# MATERIAL FOR THIS TASK

..........

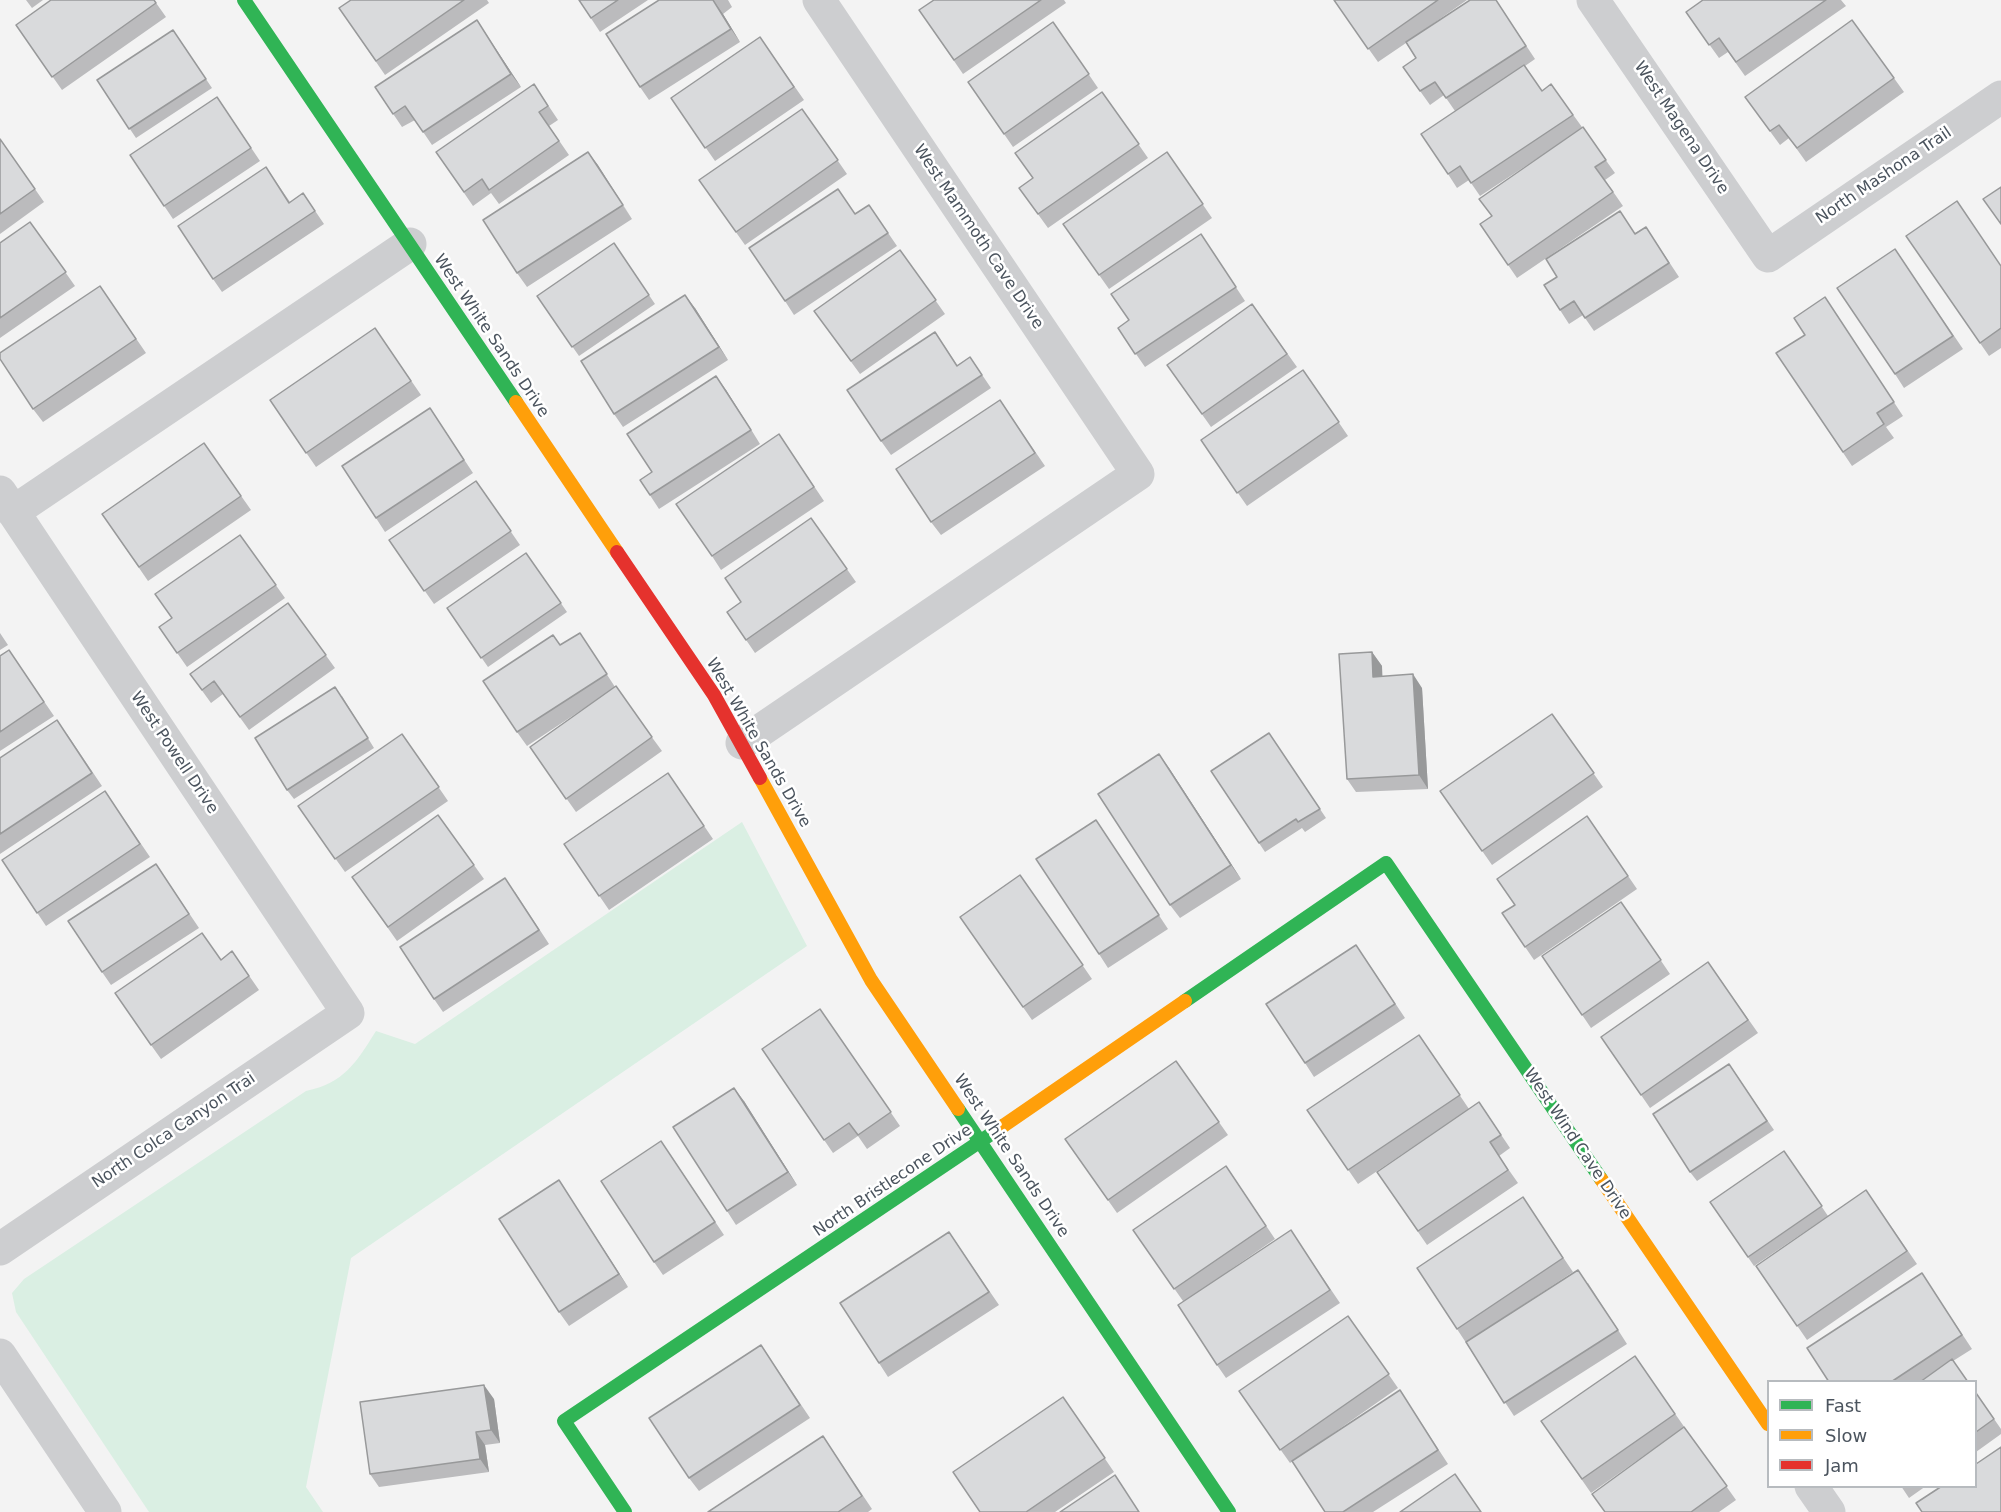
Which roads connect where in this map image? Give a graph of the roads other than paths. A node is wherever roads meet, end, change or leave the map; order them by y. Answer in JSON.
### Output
{"nodes":[{"id":1,"x":244,"y":0,"type":"edge"},
{"id":2,"x":819,"y":0,"type":"edge"},
{"id":3,"x":1593,"y":0,"type":"edge"},
{"id":4,"x":2001,"y":97,"type":"edge"},
{"id":5,"x":410,"y":244,"type":"junction"},
{"id":6,"x":1768,"y":256,"type":"joint"},
{"id":7,"x":7,"y":502,"type":"edge"},
{"id":8,"x":742,"y":743,"type":"junction"},
{"id":9,"x":1386,"y":863,"type":"joint"},
{"id":10,"x":348,"y":1013,"type":"joint"},
{"id":11,"x":981,"y":1141,"type":"junction"},
{"id":12,"x":0,"y":1249,"type":"edge"},
{"id":13,"x":0,"y":1355,"type":"edge"},
{"id":14,"x":1767,"y":1423,"type":"edge"},
{"id":15,"x":1812,"y":1488,"type":"edge"},
{"id":16,"x":105,"y":1512,"type":"edge"},
{"id":17,"x":625,"y":1512,"type":"edge"},
{"id":18,"x":1229,"y":1512,"type":"edge"},
{"id":19,"x":1829,"y":1512,"type":"edge"}],
"edges":[{"from":1,"to":5,"type":"street","name":"West White Sands Drive"},
{"from":2,"to":8,"type":"street","name":"West Mammoth Cave Drive"},
{"from":3,"to":6,"type":"street","name":"West Magena Drive"},
{"from":4,"to":6,"type":"street","name":"North Mashona Trail"},
{"from":5,"to":7,"type":"street"},
{"from":5,"to":8,"type":"street","name":"West White Sands Drive"},
{"from":7,"to":10,"type":"street","name":"West Powell Drive"},
{"from":8,"to":11,"type":"street","name":"West White Sands Drive"},
{"from":9,"to":11,"type":"street","name":"North Bristlecone Drive"},
{"from":9,"to":14,"type":"street","name":"West Wind Cave Drive"},
{"from":10,"to":12,"type":"street","name":"North Colca Canyon Trai"},
{"from":11,"to":17,"type":"street","name":"North Bristlecone Drive"},
{"from":11,"to":18,"type":"street","name":"West White Sands Drive"},
{"from":13,"to":16,"type":"street"},
{"from":15,"to":19,"type":"street"}]}
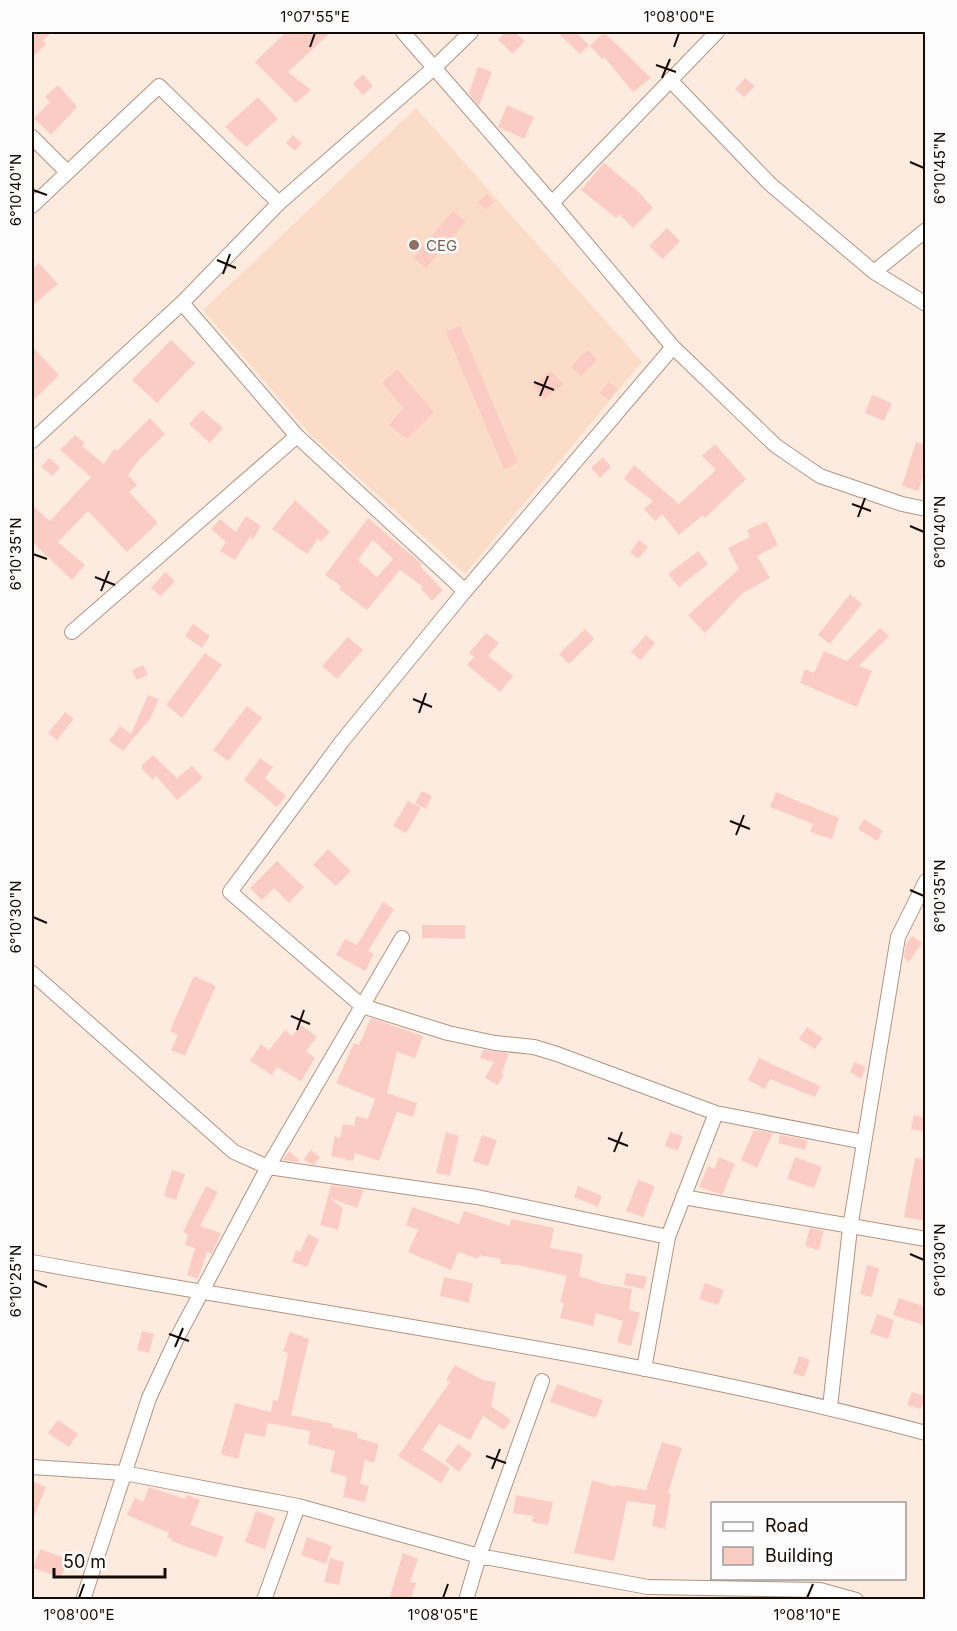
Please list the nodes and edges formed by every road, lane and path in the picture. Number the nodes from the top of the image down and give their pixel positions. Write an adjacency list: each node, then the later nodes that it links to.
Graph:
1 (403, 32): 4 (street)
2 (471, 32): 4 (street)
3 (717, 32): 5 (street)
4 (435, 67): 8 (street); 9 (street)
5 (670, 80): 9 (street); 12 (street)
6 (32, 137): 7 (street)
7 (67, 172): 8 (street); 10 (street)
8 (279, 203): 13 (street)
9 (552, 203): 15 (street)
10 (32, 206)
11 (926, 230): 12 (street)
12 (874, 272): 14 (street)
13 (182, 303): 16 (street); 17 (street)
14 (926, 304)
15 (672, 348): 18 (street); 19 (street)
16 (297, 436): 19 (street); 20 (street)
17 (32, 441)
18 (926, 508)
19 (465, 591): 24 (street)
20 (72, 632)
21 (926, 881): 26 (street)
22 (402, 938): 24 (street)
23 (32, 973): 27 (street)
24 (362, 1006): 25 (street); 27 (street)
25 (716, 1113): 26 (street); 28 (street)
26 (864, 1142): 29 (street)
27 (268, 1167): 30 (street); 33 (street)
28 (683, 1197): 29 (street); 30 (street)
29 (850, 1228): 31 (street); 36 (street)
30 (668, 1237): 34 (street)
31 (926, 1239)
32 (32, 1262): 33 (street)
33 (200, 1293): 34 (street); 39 (street)
34 (644, 1369): 36 (street)
35 (542, 1381): 41 (street)
36 (830, 1407): 37 (street)
37 (926, 1432)
38 (32, 1467): 39 (street)
39 (124, 1473): 40 (street); 44 (street)
40 (298, 1506): 41 (street); 45 (street)
41 (479, 1556): 42 (street); 46 (street)
42 (646, 1593): 43 (street)
43 (819, 1595): 47 (street)
44 (83, 1599)
45 (264, 1599)
46 (466, 1599)
47 (856, 1599)

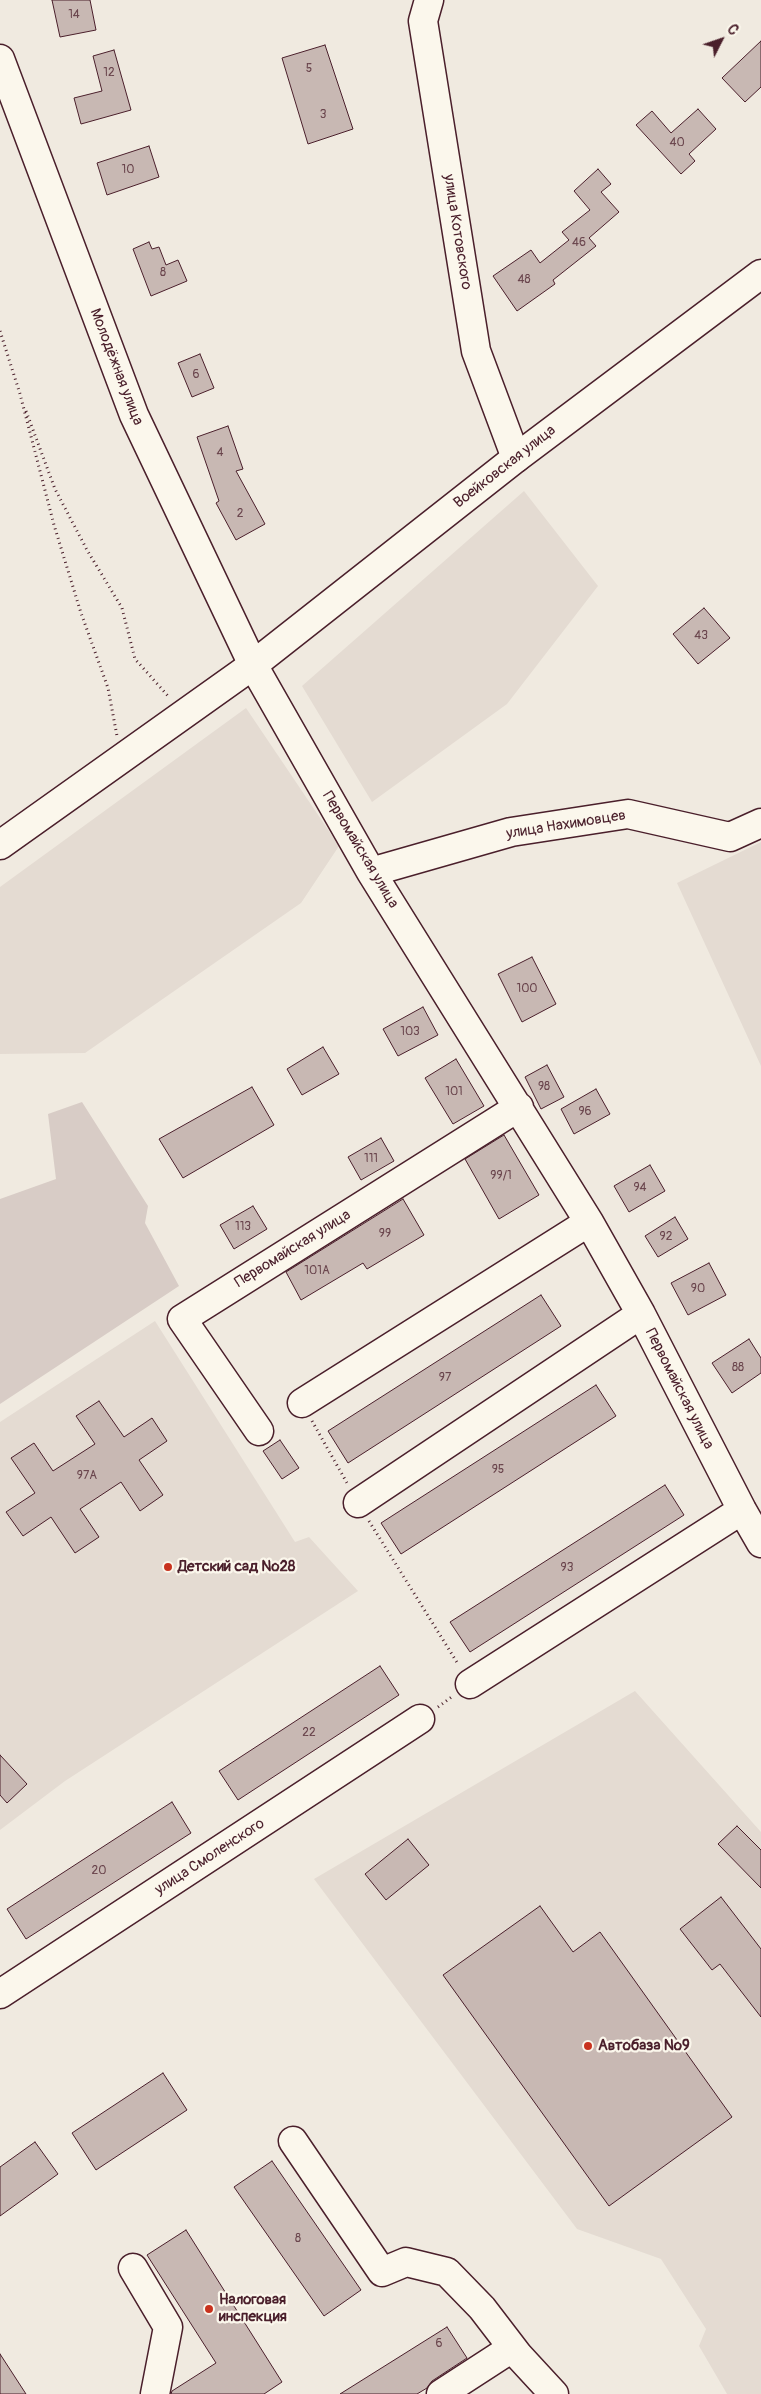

..........

# ASSIGNED TASK
Transcribe the material above in full. No picture is to be copied.

# ANSWER SECTION
Which roads connect where in this map image? Give a graph of the roads other than paths. A node is wherever roads meet, end, change or leave the map; order them by y. Answer in JSON.
### Output
{"nodes":[{"id":1,"x":244,"y":0,"type":"edge"},
{"id":2,"x":819,"y":0,"type":"edge"},
{"id":3,"x":1593,"y":0,"type":"edge"},
{"id":4,"x":2001,"y":97,"type":"edge"},
{"id":5,"x":410,"y":244,"type":"junction"},
{"id":6,"x":1768,"y":256,"type":"joint"},
{"id":7,"x":7,"y":502,"type":"edge"},
{"id":8,"x":742,"y":743,"type":"junction"},
{"id":9,"x":1386,"y":863,"type":"joint"},
{"id":10,"x":348,"y":1013,"type":"joint"},
{"id":11,"x":981,"y":1141,"type":"junction"},
{"id":12,"x":0,"y":1249,"type":"edge"},
{"id":13,"x":0,"y":1355,"type":"edge"},
{"id":14,"x":1767,"y":1423,"type":"edge"},
{"id":15,"x":1812,"y":1488,"type":"edge"},
{"id":16,"x":105,"y":1512,"type":"edge"},
{"id":17,"x":625,"y":1512,"type":"edge"},
{"id":18,"x":1229,"y":1512,"type":"edge"},
{"id":19,"x":1829,"y":1512,"type":"edge"}],
"edges":[{"from":1,"to":5,"type":"street","name":"West White Sands Drive"},
{"from":2,"to":8,"type":"street","name":"West Mammoth Cave Drive"},
{"from":3,"to":6,"type":"street","name":"West Magena Drive"},
{"from":4,"to":6,"type":"street","name":"North Mashona Trail"},
{"from":5,"to":7,"type":"street"},
{"from":5,"to":8,"type":"street","name":"West White Sands Drive"},
{"from":7,"to":10,"type":"street","name":"West Powell Drive"},
{"from":8,"to":11,"type":"street","name":"West White Sands Drive"},
{"from":9,"to":11,"type":"street","name":"North Bristlecone Drive"},
{"from":9,"to":14,"type":"street","name":"West Wind Cave Drive"},
{"from":10,"to":12,"type":"street","name":"North Colca Canyon Trai"},
{"from":11,"to":17,"type":"street","name":"North Bristlecone Drive"},
{"from":11,"to":18,"type":"street","name":"West White Sands Drive"},
{"from":13,"to":16,"type":"street"},
{"from":15,"to":19,"type":"street"}]}
Please list the nodes and edges formed by every road, lane and path in the picture. Number the nodes from the top of the image down and give their pixel positions. Write an adjacency list: each node, then the later nodes that it links to.
Graph:
1 (403, 32): 4 (street)
2 (471, 32): 4 (street)
3 (717, 32): 5 (street)
4 (435, 67): 8 (street); 9 (street)
5 (670, 80): 9 (street); 12 (street)
6 (32, 137): 7 (street)
7 (67, 172): 8 (street); 10 (street)
8 (279, 203): 13 (street)
9 (552, 203): 15 (street)
10 (32, 206)
11 (926, 230): 12 (street)
12 (874, 272): 14 (street)
13 (182, 303): 16 (street); 17 (street)
14 (926, 304)
15 (672, 348): 18 (street); 19 (street)
16 (297, 436): 19 (street); 20 (street)
17 (32, 441)
18 (926, 508)
19 (465, 591): 24 (street)
20 (72, 632)
21 (926, 881): 26 (street)
22 (402, 938): 24 (street)
23 (32, 973): 27 (street)
24 (362, 1006): 25 (street); 27 (street)
25 (716, 1113): 26 (street); 28 (street)
26 (864, 1142): 29 (street)
27 (268, 1167): 30 (street); 33 (street)
28 (683, 1197): 29 (street); 30 (street)
29 (850, 1228): 31 (street); 36 (street)
30 (668, 1237): 34 (street)
31 (926, 1239)
32 (32, 1262): 33 (street)
33 (200, 1293): 34 (street); 39 (street)
34 (644, 1369): 36 (street)
35 (542, 1381): 41 (street)
36 (830, 1407): 37 (street)
37 (926, 1432)
38 (32, 1467): 39 (street)
39 (124, 1473): 40 (street); 44 (street)
40 (298, 1506): 41 (street); 45 (street)
41 (479, 1556): 42 (street); 46 (street)
42 (646, 1593): 43 (street)
43 (819, 1595): 47 (street)
44 (83, 1599)
45 (264, 1599)
46 (466, 1599)
47 (856, 1599)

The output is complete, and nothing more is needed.